A number of things went well at this incident. Responders’ skills were polished, and teamwork was very evident. The TRT had drilled together that morning.
- Many TRT members came up with similar ideas and passed them along to their group leaders, who communicated them to the rescue branch leader.
- There were delays in moving equipment from the TRT vehicle to the team at the collapse site. Most non-TRT firefighters did not know where equipment on the TRT vehicle was stored or that certain tools necessarily required other components to be useful. For example, a strut needs ends, a hose with a control valve, and a compressed air supply. We are developing a plan to correct this situation.
- The sewer vacuum truck’s reach was limited, since most municipal vacuum trucks are used on paved roads, usually directly adjacent to the manhole or catch basin.

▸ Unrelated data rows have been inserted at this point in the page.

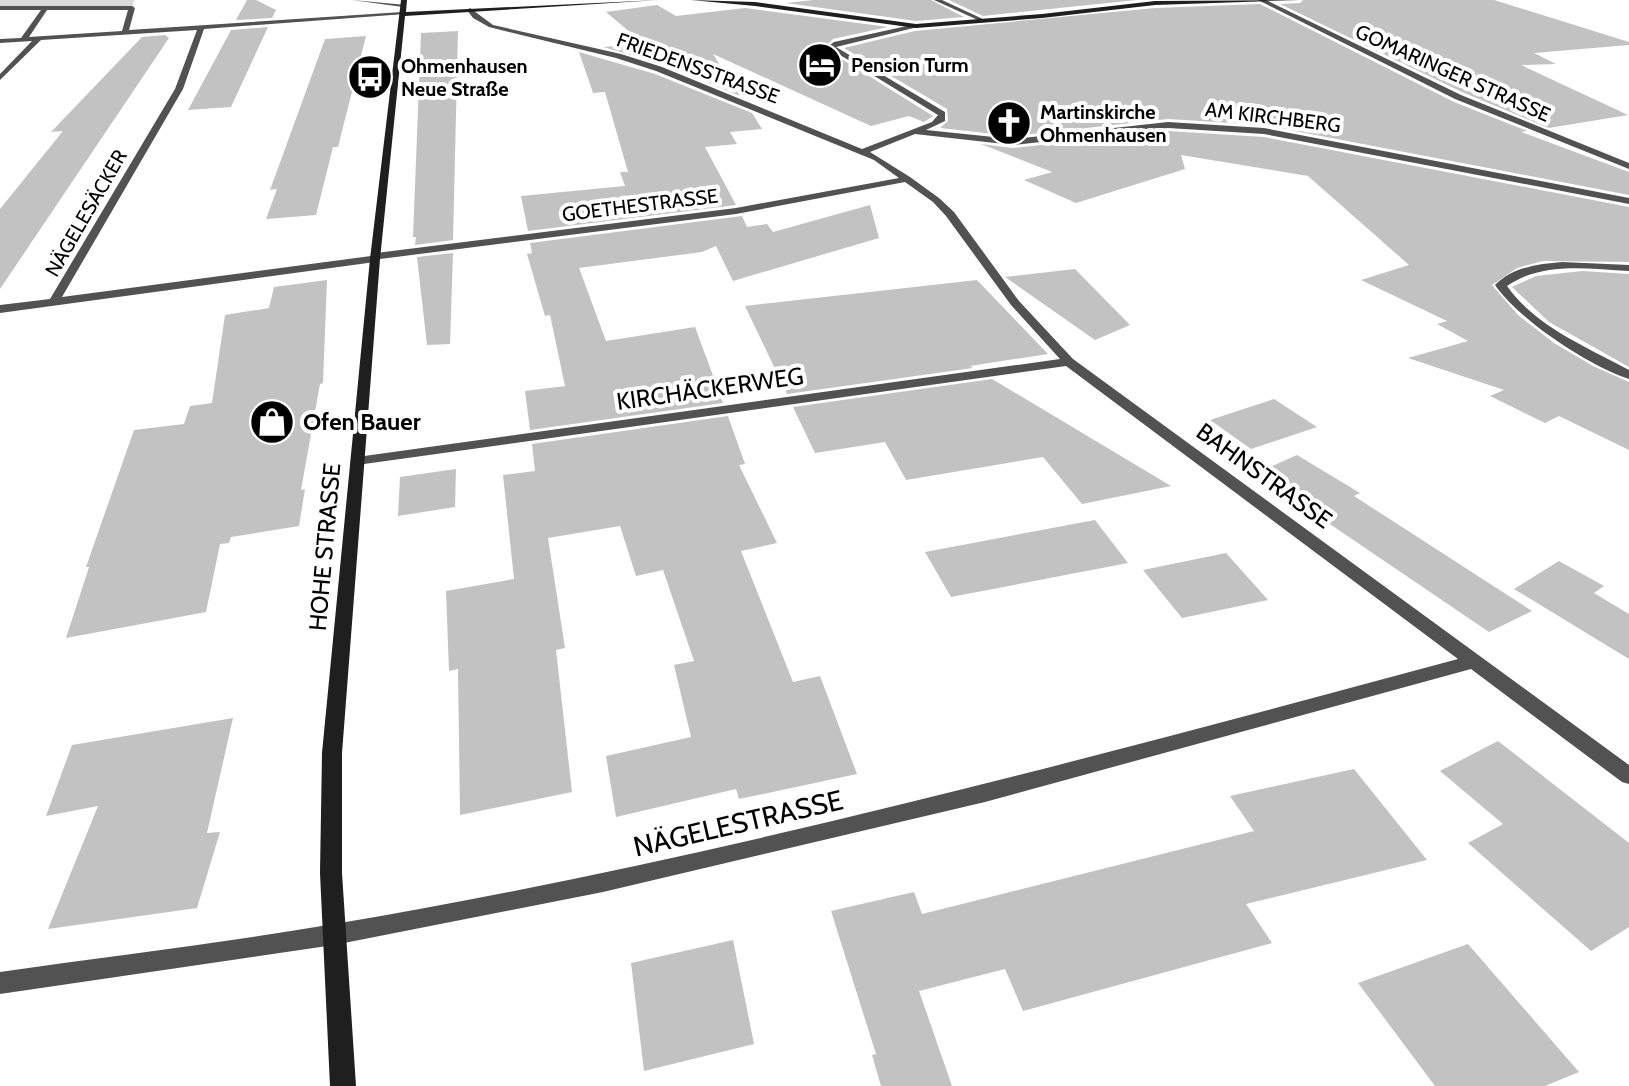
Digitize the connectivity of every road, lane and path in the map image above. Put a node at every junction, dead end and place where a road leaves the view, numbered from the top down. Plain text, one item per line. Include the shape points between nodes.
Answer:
1 (355, 0) edge
2 (656, 0) edge
3 (694, 0) edge
4 (937, 0) edge
5 (1297, 0) edge
6 (1264, 1) edge
7 (756, 2) edge
8 (403, 6) edge
9 (0, 8) edge
10 (45, 9) junction
11 (470, 10) junction
12 (982, 20) junction
13 (916, 26) junction
14 (201, 28) junction
15 (125, 33) junction
16 (38, 39) junction
17 (23, 40) junction
18 (0, 41) edge
19 (0, 78) edge
20 (916, 132) junction
21 (864, 151) junction
22 (1629, 166) edge
23 (907, 179) junction
24 (1629, 201) edge
25 (376, 258) junction
26 (1629, 268) edge
27 (55, 300) junction
28 (0, 309) edge
29 (1069, 362) junction
30 (1629, 375) edge
31 (357, 461) junction
32 (1476, 661) junction
33 (1629, 776) edge
34 (334, 935) junction
35 (0, 983) edge
36 (343, 1086) edge

1 - 8 street
2 - 11 main road
3 - 7 main road
4 - 12 street
5 - 6 main road
6 - 12 main road via 1141,3
6 - 22 street, GOMARINGER STRASSE via 1458,97
7 - 13 main road
8 - 11 main road
8 - 14 street
8 - 25 main road, HOHE STRASSE
9 - 10 street
10 - 15 street via 132,8
10 - 17 street
11 - 21 street, FRIEDENSSTRASSE via 491,26 659,69
12 - 13 main road
13 - 20 street via 831,47 942,114 942,119
14 - 15 street
14 - 27 street, NÄGELESÄCKER via 192,43 188,71
15 - 16 street
16 - 17 street
16 - 19 street
17 - 18 street
20 - 21 street, AM KIRCHBERG
20 - 24 street, AM KIRCHBERG via 1013,142 1168,125 1264,131
21 - 23 street, FRIEDENSSTRASSE
23 - 25 street, GOETHESTRASSE via 736,211
23 - 29 street, BAHNSTRASSE via 950,214 1015,303
25 - 27 street, GOETHESTRASSE
25 - 31 main road, HOHE STRASSE
26 - 30 street via 1532,269 1501,285 1544,326
27 - 28 street, GOETHESTRASSE
29 - 31 street, KIRCHÄCKERWEG
29 - 32 street, BAHNSTRASSE
31 - 34 main road, HOHE STRASSE via 332,753
32 - 33 street, BAHNSTRASSE
32 - 34 street, NÄGELESTRASSE via 985,794 793,840
34 - 35 street, NÄGELESTRASSE
34 - 36 main road, HOHE STRASSE

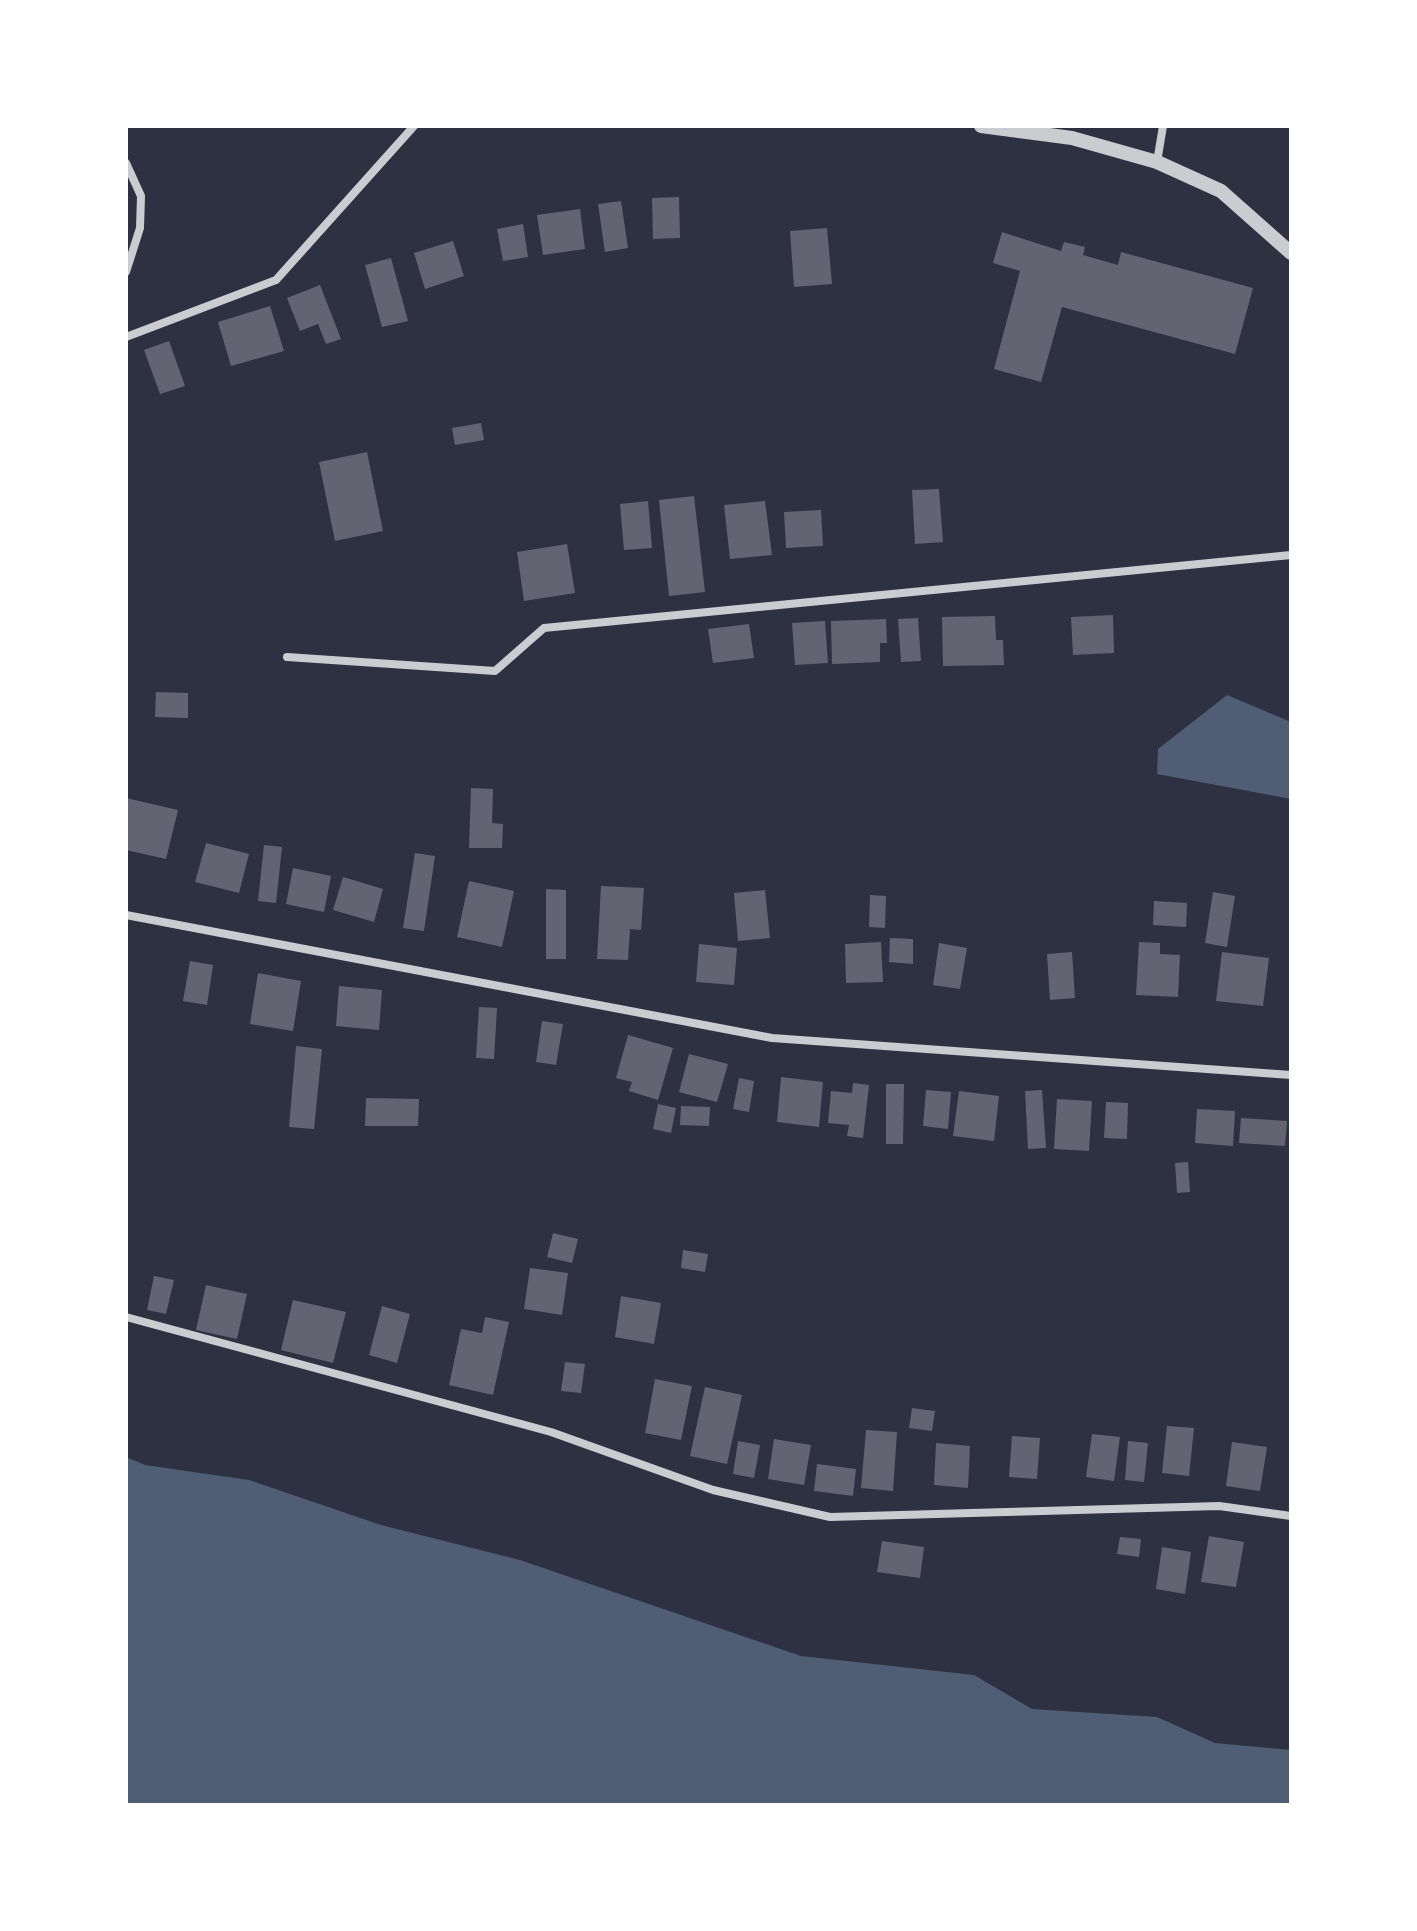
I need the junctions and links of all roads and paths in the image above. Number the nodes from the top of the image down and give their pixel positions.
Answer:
1 (414, 126) edge
2 (981, 126) edge
3 (1163, 126) edge
4 (1157, 162) junction
5 (126, 163) edge
6 (1291, 253) edge
7 (126, 272) edge
8 (126, 337) edge
9 (1291, 555) edge
10 (287, 657) dead end
11 (126, 915) edge
12 (1291, 1075) edge
13 (126, 1317) edge
14 (1291, 1516) edge

1 - 8 street
2 - 4 street
3 - 4 street
4 - 6 street
5 - 7 street
9 - 10 street
11 - 12 street
13 - 14 street

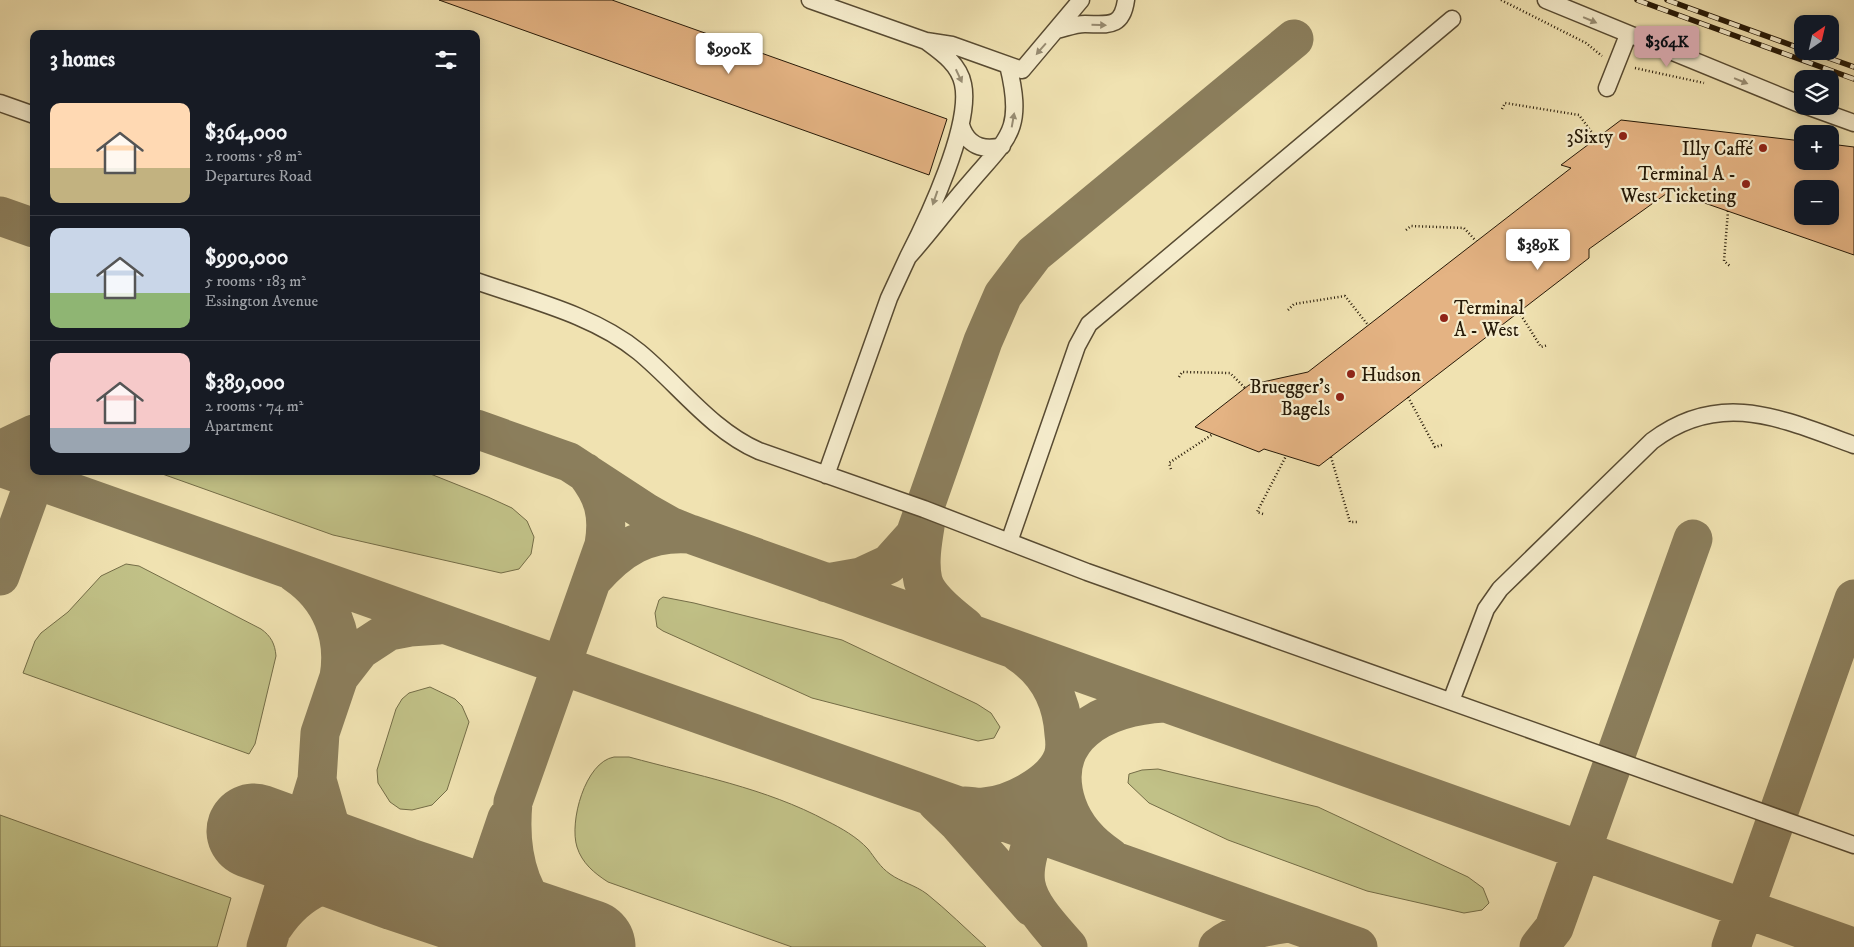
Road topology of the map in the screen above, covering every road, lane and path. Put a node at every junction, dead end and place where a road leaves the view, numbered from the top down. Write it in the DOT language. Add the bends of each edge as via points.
graph roads {
  1 [pos="810,0"];
  2 [pos="1081,0"];
  3 [pos="1126,0"];
  4 [pos="1501,0"];
  5 [pos="1546,0"];
  6 [pos="1452,19"];
  7 [pos="1057,30"];
  8 [pos="1628,35"];
  9 [pos="926,41"];
  10 [pos="1602,56"];
  11 [pos="1008,65"];
  12 [pos="1607,88"];
  13 [pos="1794,102"];
  14 [pos="0,103"];
  15 [pos="1502,109"];
  16 [pos="30,114"];
  17 [pos="1832,115"];
  18 [pos="1854,123"];
  19 [pos="961,125"];
  20 [pos="1596,138"];
  21 [pos="1002,146"];
  22 [pos="1728,211"];
  23 [pos="1406,230"];
  24 [pos="1476,241"];
  25 [pos="908,257"];
  26 [pos="1731,267"];
  27 [pos="480,282"];
  28 [pos="1288,310"];
  29 [pos="1519,312"];
  30 [pos="1368,325"];
  31 [pos="1548,346"];
  32 [pos="1179,377"];
  33 [pos="1244,388"];
  34 [pos="1408,398"];
  35 [pos="1213,434"];
  36 [pos="1442,445"];
  37 [pos="1854,445"];
  38 [pos="1286,456"];
  39 [pos="1331,457"];
  40 [pos="1171,468"];
  41 [pos="826,475"];
  42 [pos="1263,514"];
  43 [pos="1359,522"];
  44 [pos="1009,542"];
  45 [pos="1451,701"];
  46 [pos="1854,844"];
  1 -- 9 [label="street"];
  2 -- 7 [label="street"];
  7 -- 3 [label="street, one-way" via="1085,24 1106,26 1117,21 1124,12"];
  4 -- 10 [label="path" via="1586,43"];
  5 -- 8 [label="street, one-way"];
  6 -- 44 [label="street" via="1089,324 1077,346"];
  7 -- 11 [label="street, one-way" via="1022,70"];
  8 -- 12 [label="street"];
  8 -- 13 [label="street, one-way"];
  9 -- 11 [label="street" via="952,45"];
  9 -- 19 [label="street, one-way" via="942,52 960,75 964,93"];
  21 -- 11 [label="street, one-way" via="1012,128 1014,108"];
  14 -- 16 [label="street"];
  15 -- 20 [label="path" via="1505,103 1579,115"];
  17 -- 18 [label="street"];
  19 -- 21 [label="street" via="967,139 978,146 989,149"];
  19 -- 25 [label="street, one-way" via="931,209"];
  21 -- 25 [label="street"];
  22 -- 26 [label="path" via="1724,261"];
  23 -- 24 [label="path" via="1411,226 1464,228"];
  25 -- 41 [label="street" via="889,298"];
  27 -- 41 [label="street" via="573,316 620,339 720,427 745,444"];
  28 -- 30 [label="path" via="1294,304 1345,296"];
  29 -- 31 [label="path" via="1541,347"];
  32 -- 33 [label="path" via="1182,372 1230,373"];
  34 -- 36 [label="path" via="1435,446"];
  35 -- 40 [label="path" via="1169,463"];
  37 -- 45 [label="street" via="1753,412 1700,416 1669,429 1500,589 1486,609"];
  38 -- 42 [label="path" via="1257,512"];
  39 -- 43 [label="path" via="1350,522"];
  41 -- 44 [label="street"];
  44 -- 45 [label="street"];
  45 -- 46 [label="street"];
}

- Monitor the victim’s coworkers. You never know when one of them will try something, as above where a coworker, unhappy with the slow progress of rescue, attempted to use the backhoe.
- TRT personal protective equipment (PPE) is a must. All firefighters and TRT members wore appropriate PPE for the incident’s conditions. Several of the first-arriving firefighters wearing regular structural turnouts and TRT members wearing coveralls became covered in the tar. However, there was no fire hazard. Keep in mind what gear is appropriate under the incident’s conditions and requirements. Remember, heat stress and fatigue may occur sooner to members when digging in structural firefighting PPE instead of TRT PPE.
- Anticipate a changing environment. Darkness and colder weather set in as the incident came to a close. Both rescuers and the victim would have been affected by the conditions had this operation gone on for several hours.
The operation took two hours and one minute from when the first engine arrived until the TRT passed the victim to the Niles Fire Department paramedics in the warm zone.
This incident was clearly within the scope of operational-level personnel (as defined by National Fire Protection Association 1670, Standard on Operations and Training for Technical Search and Rescue Incidents), since the collapse involved a straight trench less than eight feet deep.
DREW SMITH, a 29-year veteran of the fire service, is deputy chief of the Prospect Heights (IL) Fire District. He has developed recruit, company, tower ladder, and aerial ladder training programs. He is chairman of the Illinois Technical Rescue Team Steering Committee and director of the regional MABAS Division 3 Technical Rescue Team and serves on the state fire marshal’s training committee. He has presented several programs at FDIC.